▶ **Goal of the exercise**
Task for the records below: count the lines that contain the word "Avenue" and give only that number.

▶ **Material provided**
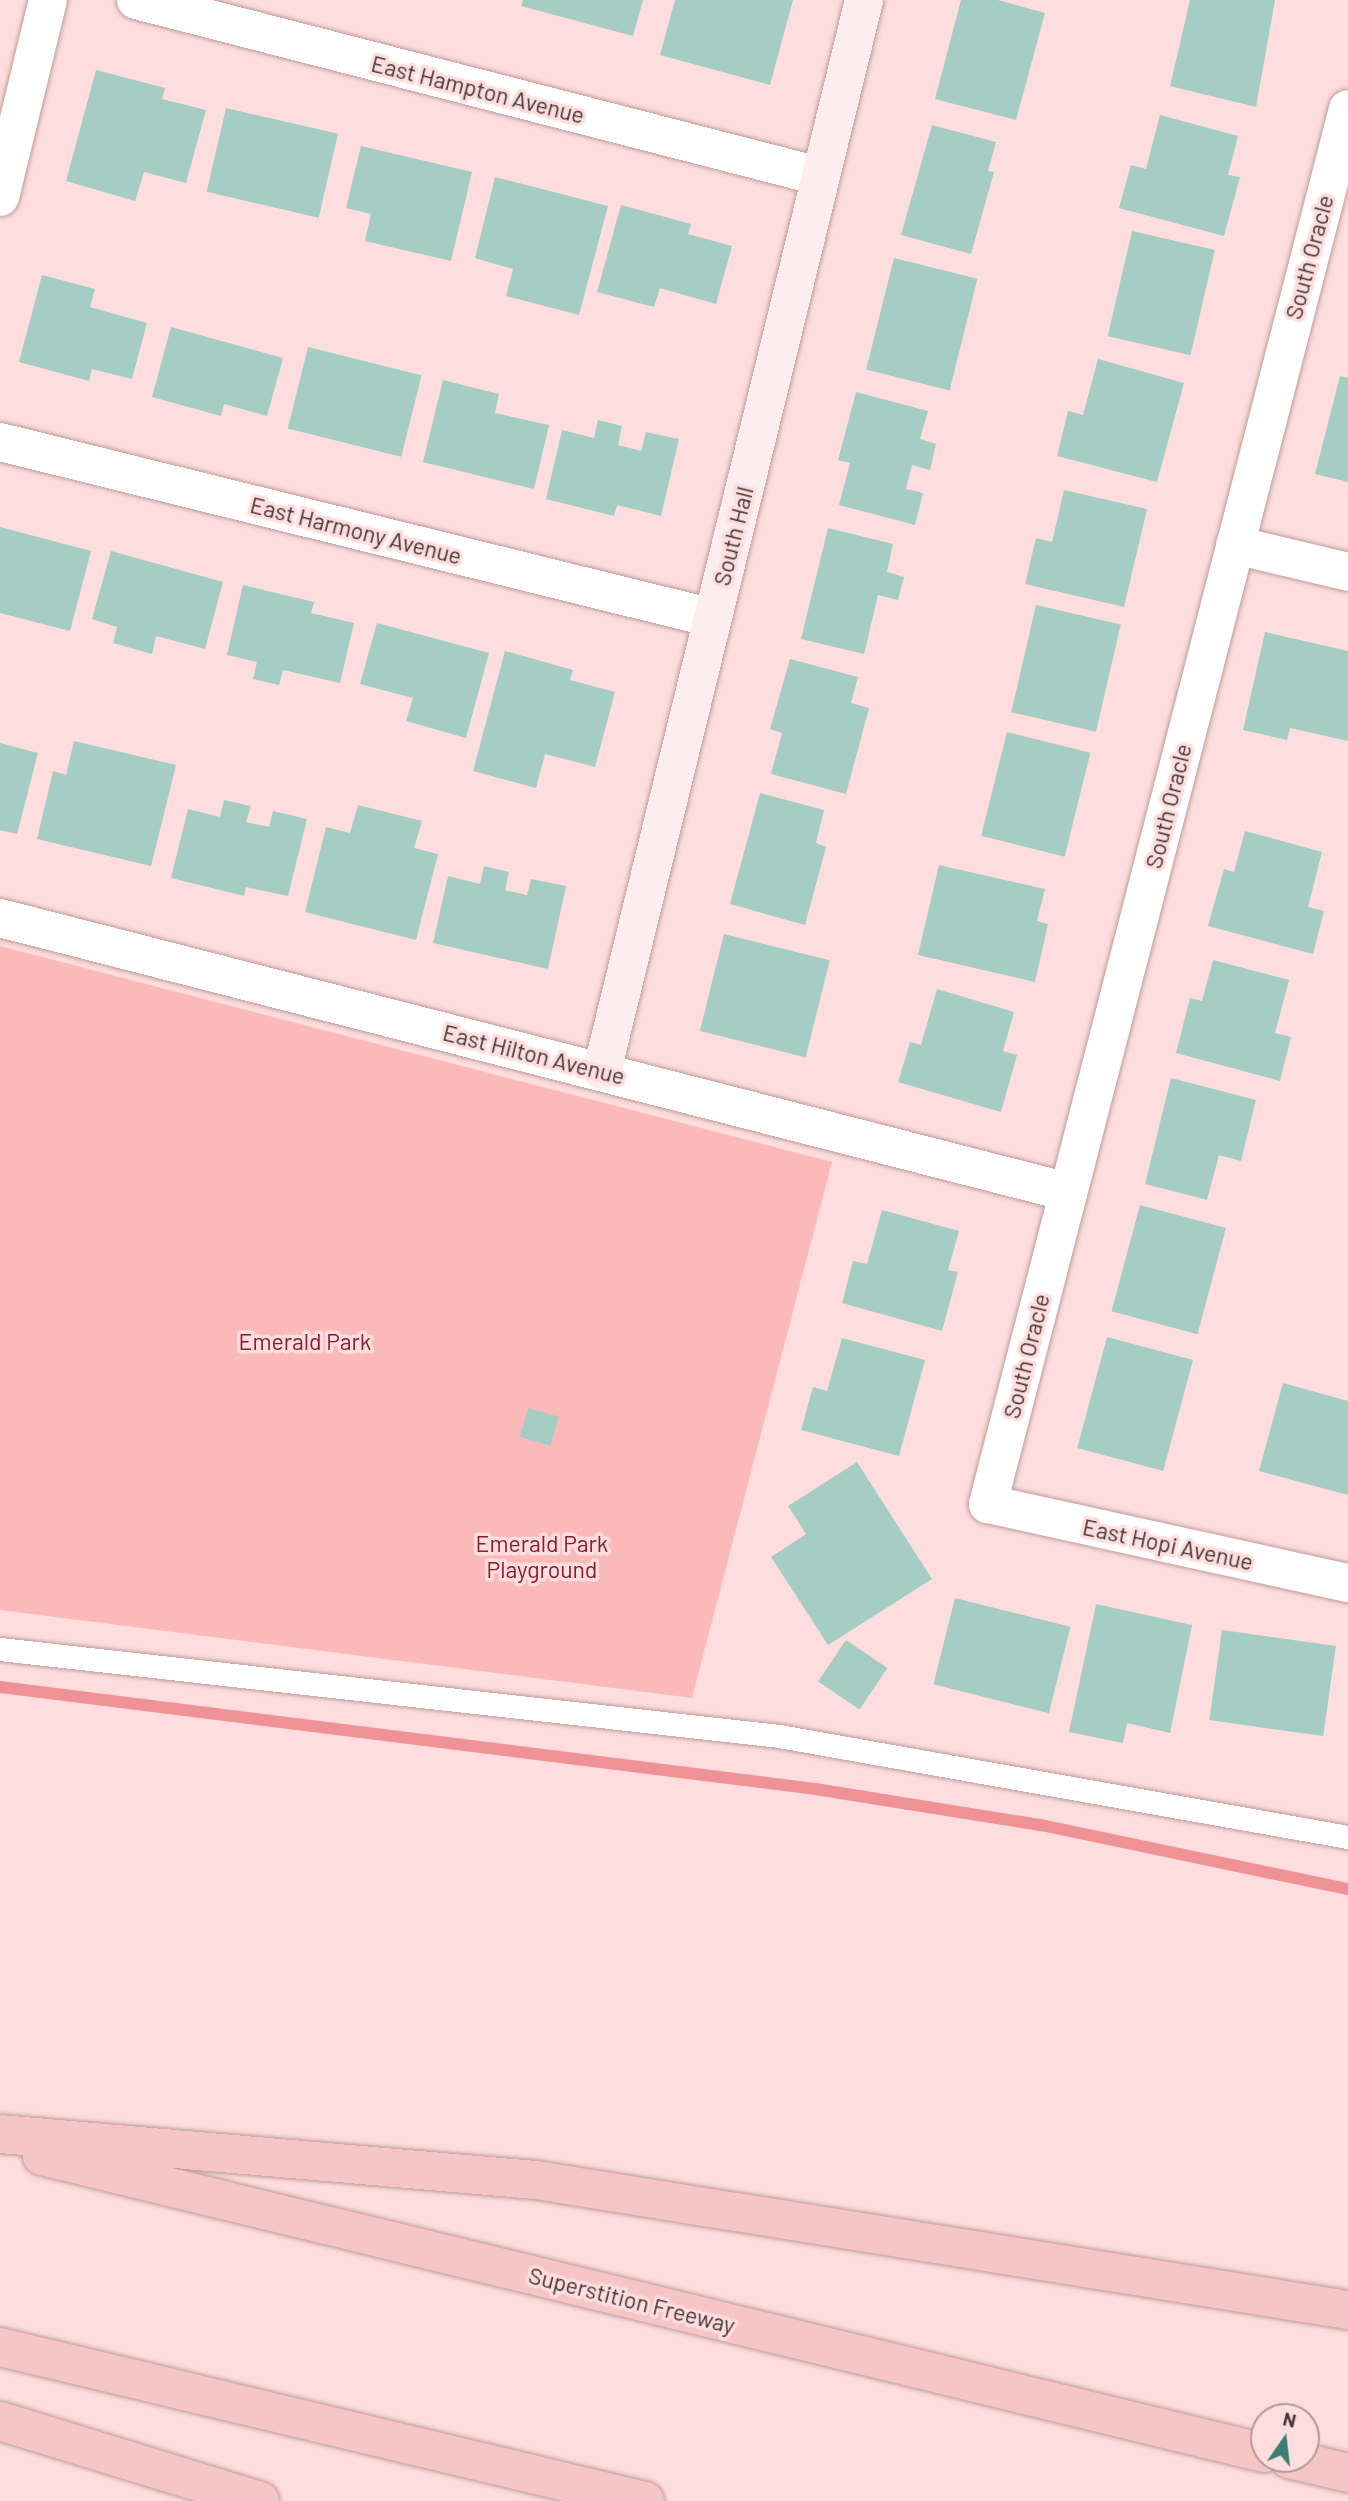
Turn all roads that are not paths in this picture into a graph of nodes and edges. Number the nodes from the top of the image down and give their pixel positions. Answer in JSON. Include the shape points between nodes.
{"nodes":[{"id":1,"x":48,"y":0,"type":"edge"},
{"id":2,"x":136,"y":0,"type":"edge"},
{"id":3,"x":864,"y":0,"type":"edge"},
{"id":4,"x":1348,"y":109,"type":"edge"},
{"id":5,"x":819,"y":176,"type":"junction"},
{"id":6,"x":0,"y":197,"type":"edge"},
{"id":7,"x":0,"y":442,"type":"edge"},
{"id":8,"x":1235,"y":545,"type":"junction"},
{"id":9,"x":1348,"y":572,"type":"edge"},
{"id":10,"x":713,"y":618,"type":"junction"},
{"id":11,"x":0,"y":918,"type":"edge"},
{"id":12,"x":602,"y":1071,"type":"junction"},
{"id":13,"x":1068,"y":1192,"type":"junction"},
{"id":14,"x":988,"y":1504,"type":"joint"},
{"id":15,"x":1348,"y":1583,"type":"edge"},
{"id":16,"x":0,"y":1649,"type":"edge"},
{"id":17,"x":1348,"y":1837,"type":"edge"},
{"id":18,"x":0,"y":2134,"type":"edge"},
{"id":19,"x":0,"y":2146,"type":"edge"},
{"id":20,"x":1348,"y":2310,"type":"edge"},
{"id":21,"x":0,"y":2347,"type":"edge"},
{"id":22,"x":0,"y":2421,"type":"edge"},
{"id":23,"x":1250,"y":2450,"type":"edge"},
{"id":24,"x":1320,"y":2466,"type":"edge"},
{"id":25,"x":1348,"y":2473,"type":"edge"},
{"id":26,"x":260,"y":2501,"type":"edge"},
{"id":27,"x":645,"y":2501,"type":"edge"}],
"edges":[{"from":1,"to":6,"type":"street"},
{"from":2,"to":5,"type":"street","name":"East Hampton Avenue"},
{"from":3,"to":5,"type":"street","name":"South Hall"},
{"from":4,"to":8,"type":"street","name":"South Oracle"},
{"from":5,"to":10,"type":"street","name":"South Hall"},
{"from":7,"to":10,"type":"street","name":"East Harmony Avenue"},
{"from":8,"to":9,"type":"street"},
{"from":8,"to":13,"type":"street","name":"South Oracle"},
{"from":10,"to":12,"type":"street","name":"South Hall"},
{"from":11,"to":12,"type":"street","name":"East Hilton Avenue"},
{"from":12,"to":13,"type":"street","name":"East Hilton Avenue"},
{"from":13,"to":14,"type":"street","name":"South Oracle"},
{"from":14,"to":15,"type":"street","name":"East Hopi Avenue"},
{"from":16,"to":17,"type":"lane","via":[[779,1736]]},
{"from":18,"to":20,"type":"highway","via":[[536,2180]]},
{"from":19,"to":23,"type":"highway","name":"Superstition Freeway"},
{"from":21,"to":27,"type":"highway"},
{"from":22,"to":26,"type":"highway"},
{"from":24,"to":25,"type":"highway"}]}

▶ **Response to this task**
5